▸ **WORK ITEM**
Lines with the word "Flannery" are the ones wanted. Copy each of them from the entries below.

[Saved data entries]

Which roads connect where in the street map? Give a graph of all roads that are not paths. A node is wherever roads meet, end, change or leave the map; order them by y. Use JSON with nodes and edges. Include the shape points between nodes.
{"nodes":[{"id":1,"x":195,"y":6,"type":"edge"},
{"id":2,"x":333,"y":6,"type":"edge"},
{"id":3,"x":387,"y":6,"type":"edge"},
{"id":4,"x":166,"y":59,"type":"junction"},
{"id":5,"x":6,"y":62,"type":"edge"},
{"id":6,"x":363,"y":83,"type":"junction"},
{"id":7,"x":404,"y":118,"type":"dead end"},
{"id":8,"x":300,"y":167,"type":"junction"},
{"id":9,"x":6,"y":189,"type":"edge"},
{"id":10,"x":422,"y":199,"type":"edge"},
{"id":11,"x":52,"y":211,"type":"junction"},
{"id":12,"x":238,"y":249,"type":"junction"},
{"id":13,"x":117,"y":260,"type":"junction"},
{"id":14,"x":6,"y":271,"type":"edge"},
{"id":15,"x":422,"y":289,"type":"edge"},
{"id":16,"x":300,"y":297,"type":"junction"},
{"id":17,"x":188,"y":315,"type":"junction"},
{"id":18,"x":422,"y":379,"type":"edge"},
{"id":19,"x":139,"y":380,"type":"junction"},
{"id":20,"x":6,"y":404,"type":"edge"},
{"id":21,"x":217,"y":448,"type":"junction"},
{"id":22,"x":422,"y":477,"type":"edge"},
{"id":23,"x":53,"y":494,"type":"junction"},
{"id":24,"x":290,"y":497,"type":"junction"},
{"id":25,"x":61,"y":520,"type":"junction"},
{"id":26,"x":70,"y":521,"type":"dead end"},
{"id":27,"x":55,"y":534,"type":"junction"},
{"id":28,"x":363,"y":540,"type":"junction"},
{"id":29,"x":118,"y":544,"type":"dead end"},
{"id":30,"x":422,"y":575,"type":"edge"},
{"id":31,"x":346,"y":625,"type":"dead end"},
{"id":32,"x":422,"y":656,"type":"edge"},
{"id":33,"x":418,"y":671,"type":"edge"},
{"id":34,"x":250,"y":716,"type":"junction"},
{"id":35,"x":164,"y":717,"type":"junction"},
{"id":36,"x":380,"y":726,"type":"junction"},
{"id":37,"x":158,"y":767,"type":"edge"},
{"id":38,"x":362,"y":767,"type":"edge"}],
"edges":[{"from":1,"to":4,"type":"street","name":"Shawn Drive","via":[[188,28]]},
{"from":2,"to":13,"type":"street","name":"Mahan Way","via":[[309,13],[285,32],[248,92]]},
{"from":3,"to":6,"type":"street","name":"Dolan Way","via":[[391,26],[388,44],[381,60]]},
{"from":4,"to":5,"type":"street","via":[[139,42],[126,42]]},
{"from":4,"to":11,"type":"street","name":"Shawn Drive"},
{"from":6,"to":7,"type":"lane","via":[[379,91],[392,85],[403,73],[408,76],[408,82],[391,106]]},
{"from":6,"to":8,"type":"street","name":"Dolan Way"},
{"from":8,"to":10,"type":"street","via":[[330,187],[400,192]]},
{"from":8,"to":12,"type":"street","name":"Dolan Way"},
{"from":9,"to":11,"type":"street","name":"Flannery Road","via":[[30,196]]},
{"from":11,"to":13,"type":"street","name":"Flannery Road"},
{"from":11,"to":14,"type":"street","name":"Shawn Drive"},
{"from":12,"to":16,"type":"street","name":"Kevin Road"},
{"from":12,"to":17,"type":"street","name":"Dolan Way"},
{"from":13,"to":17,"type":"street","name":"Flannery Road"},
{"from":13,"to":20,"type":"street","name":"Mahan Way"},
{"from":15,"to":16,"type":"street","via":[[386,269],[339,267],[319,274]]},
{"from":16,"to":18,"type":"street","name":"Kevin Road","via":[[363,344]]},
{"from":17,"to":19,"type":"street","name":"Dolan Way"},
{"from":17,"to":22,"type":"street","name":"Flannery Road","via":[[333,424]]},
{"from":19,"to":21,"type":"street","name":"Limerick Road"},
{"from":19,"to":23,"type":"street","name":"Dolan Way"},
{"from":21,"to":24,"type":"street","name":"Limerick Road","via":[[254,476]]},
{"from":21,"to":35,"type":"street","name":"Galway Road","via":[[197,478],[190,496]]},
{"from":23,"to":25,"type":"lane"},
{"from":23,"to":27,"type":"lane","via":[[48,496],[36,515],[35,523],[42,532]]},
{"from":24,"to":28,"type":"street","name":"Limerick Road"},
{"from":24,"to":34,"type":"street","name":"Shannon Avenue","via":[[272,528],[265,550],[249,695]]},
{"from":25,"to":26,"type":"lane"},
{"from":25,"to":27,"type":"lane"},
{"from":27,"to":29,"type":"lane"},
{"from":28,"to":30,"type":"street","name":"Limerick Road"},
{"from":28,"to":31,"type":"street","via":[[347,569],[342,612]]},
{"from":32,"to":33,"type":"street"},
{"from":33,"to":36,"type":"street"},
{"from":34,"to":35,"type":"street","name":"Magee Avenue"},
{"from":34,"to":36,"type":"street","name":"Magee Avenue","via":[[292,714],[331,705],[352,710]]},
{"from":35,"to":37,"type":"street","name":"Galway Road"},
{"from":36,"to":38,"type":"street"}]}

▸ **ANSWER BOX**
{"from":9,"to":11,"type":"street","name":"Flannery Road","via":[[30,196]]},
{"from":11,"to":13,"type":"street","name":"Flannery Road"},
{"from":13,"to":17,"type":"street","name":"Flannery Road"},
{"from":17,"to":22,"type":"street","name":"Flannery Road","via":[[333,424]]},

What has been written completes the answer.